This case demonstrates, step-by-step, how to create, test, and distribute a complete R package that integrates C language source code into the R programmimg environment.
Download examples for this use case:
Click here to the complete R package source and directory structure for this Use Case (Windows and Linux)
Download the installable R package demonstrated here: Linux OR Windows XP platforms.
Getting Started:
Many scientists using R software would like to integrate often-used algorithms written in high-level programming languages (e.g., C or Fortran), into the R environment so that they can integrate them with the R environment's data management, computational, and graphical capabilities .
These R users have two options: The first is to re-code the algorithm as an R script (implemented as an R function), and call the function from the R command line. However, substantial time and effort may be required to re-code the algorithm in R, and thenvalidate the answers given by the new R script. The second option is to encapsulate the high-level language 'legacy' code within a new R package, and then add the new package to their R programming environment.
Assume that you have C function that you wish to call from an R script. Specifically, you wish to pass data from R into the C function, and have the function return the results to the R environment through the function call.
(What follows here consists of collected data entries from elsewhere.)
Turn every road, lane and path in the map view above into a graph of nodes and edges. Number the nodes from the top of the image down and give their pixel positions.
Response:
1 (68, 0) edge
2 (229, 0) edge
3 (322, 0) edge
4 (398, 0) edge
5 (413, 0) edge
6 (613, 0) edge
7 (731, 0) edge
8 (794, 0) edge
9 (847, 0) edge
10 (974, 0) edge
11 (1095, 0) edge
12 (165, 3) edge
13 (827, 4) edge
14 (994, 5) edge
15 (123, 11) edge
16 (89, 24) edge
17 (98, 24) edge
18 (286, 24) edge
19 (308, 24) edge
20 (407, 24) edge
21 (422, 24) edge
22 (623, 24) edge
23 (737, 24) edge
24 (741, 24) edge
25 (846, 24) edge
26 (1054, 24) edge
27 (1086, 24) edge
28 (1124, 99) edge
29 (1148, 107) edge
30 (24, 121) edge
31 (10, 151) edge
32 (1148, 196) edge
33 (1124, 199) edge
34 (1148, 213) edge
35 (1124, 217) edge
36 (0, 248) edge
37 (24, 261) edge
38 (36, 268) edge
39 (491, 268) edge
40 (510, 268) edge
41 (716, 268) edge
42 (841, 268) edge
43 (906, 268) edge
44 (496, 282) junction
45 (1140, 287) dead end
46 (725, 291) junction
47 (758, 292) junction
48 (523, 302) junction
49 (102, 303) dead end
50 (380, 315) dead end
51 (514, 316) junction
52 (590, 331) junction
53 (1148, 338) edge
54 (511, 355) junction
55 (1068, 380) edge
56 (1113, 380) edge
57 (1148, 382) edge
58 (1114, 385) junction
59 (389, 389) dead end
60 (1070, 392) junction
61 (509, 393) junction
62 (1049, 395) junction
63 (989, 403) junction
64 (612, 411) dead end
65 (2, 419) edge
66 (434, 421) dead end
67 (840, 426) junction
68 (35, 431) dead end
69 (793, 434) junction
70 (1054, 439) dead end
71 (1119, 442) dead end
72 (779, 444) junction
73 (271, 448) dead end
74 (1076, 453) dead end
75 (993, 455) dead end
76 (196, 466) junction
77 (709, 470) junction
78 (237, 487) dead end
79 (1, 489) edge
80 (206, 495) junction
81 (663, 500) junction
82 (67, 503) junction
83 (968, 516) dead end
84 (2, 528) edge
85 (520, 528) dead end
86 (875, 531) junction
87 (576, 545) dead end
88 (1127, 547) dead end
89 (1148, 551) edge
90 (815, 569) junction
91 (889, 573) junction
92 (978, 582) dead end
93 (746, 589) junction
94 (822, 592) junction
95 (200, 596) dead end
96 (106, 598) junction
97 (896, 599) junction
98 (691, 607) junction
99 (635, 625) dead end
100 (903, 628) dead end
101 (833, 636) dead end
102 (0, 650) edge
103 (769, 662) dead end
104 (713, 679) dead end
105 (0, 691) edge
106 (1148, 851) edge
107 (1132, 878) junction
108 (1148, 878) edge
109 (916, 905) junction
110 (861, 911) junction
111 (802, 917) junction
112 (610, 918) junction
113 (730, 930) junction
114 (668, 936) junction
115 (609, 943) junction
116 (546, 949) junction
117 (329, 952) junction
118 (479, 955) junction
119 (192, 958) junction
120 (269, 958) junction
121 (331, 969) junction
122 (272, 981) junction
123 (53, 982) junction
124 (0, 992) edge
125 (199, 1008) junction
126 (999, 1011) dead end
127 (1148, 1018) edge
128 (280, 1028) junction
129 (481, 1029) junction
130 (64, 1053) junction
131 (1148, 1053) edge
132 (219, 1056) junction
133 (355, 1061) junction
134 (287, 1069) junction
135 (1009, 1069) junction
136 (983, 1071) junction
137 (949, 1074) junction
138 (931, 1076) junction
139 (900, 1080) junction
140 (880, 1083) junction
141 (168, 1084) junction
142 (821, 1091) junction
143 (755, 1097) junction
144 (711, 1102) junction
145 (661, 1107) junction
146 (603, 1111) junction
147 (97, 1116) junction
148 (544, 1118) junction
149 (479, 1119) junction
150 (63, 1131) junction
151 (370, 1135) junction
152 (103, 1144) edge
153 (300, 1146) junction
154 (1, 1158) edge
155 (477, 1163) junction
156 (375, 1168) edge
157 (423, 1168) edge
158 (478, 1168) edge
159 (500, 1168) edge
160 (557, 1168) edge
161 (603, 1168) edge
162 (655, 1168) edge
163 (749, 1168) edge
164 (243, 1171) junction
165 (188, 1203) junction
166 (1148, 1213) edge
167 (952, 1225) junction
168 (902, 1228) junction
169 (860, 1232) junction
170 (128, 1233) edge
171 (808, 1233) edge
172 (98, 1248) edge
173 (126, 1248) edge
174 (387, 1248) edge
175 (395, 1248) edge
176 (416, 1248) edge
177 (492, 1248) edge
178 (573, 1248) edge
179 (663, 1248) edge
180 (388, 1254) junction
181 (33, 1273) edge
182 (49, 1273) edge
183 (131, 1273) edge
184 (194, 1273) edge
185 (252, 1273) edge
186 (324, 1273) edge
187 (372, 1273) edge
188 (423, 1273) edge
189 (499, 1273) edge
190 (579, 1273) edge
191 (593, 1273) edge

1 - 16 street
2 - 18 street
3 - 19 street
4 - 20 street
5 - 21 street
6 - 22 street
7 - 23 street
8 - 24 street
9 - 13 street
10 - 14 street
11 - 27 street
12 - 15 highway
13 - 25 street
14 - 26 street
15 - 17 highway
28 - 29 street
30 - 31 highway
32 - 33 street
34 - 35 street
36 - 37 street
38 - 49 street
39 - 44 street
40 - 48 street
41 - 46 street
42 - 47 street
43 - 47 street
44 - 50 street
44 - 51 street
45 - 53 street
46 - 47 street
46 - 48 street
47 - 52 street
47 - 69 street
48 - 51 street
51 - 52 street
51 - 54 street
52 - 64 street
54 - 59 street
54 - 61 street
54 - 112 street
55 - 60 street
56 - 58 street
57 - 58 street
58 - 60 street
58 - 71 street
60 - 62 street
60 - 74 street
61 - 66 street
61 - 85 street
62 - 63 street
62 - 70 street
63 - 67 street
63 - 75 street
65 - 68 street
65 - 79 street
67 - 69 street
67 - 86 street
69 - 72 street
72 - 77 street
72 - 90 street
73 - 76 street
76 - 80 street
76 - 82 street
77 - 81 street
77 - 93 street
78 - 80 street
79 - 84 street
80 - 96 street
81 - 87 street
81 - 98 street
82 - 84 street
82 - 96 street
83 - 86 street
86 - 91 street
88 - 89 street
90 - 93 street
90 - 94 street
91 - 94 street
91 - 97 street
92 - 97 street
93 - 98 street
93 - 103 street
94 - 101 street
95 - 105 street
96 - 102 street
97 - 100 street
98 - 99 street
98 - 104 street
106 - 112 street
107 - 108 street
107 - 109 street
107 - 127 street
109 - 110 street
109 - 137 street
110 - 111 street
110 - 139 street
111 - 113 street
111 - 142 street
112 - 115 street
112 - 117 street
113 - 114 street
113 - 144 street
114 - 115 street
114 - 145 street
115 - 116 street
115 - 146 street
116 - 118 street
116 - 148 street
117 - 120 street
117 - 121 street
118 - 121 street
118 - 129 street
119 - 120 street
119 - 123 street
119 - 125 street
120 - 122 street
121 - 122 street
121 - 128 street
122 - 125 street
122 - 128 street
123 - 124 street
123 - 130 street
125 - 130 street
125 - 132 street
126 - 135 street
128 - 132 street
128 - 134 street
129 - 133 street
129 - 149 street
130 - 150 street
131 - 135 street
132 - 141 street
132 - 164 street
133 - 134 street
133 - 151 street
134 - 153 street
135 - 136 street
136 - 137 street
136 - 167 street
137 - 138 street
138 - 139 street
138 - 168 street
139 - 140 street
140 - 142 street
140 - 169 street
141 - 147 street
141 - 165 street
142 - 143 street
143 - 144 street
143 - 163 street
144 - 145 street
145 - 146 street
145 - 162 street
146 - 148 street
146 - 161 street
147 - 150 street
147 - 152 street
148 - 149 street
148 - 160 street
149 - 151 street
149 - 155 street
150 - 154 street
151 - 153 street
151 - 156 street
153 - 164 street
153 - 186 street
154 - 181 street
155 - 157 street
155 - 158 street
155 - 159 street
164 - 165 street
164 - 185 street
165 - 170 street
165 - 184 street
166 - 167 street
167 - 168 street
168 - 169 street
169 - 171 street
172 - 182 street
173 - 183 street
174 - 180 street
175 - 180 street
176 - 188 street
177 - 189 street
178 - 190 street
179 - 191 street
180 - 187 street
For example:
> Results = ComputeFunctionR(ScalarParam, InputVector)
Where:
ScalarParam: A single input parameter
InputVector: A one-dimensional array
Results: Data generated by the C function, and returned to the R environment.
This function passes the two argument list parameters into the C function, receives the results matrix returned, and passes it back through the R command line, storing the returned matrix in Results. Note that Results could be a scalar (single) number, a vector/matrix, or a character string.
The best way to do this is to extend your R Programming Environment by building and installing an R Package. Once developed in accordance with the specifications built into the R software architecture, this package can be installed on any computer's R environment.Two R programming environment features support this: 1) An Applications Programming Interface (API) that enables R functions to call functions in C / C++ and Fortran 77; 2) software development tools for creating modular R packages for multiple computing platforms that incorporate the high-level language components.
This Use Case creates an R function that encapsulates a C-languge function, and then demonstrates how to produce installable R packages for the Linux and Microsoft Windows XP computing platforms.
Two R documents contain information that will help you expand this Use Case into an implementation of your own high-level language function as an R package:
Writing R Extensions describes in detail the development of installable R packages; in addition, it describes the R language interface to other functions written in C / C++ and Fortran.
R Installation and Administration describes the compliation and installation of the R environment, R help documentation, and R packages on different computing platforms. It includes detailed instructions for configuring the R-compatible software development environments required to construct R Packages for both Linux and Microsoft Windows platforms.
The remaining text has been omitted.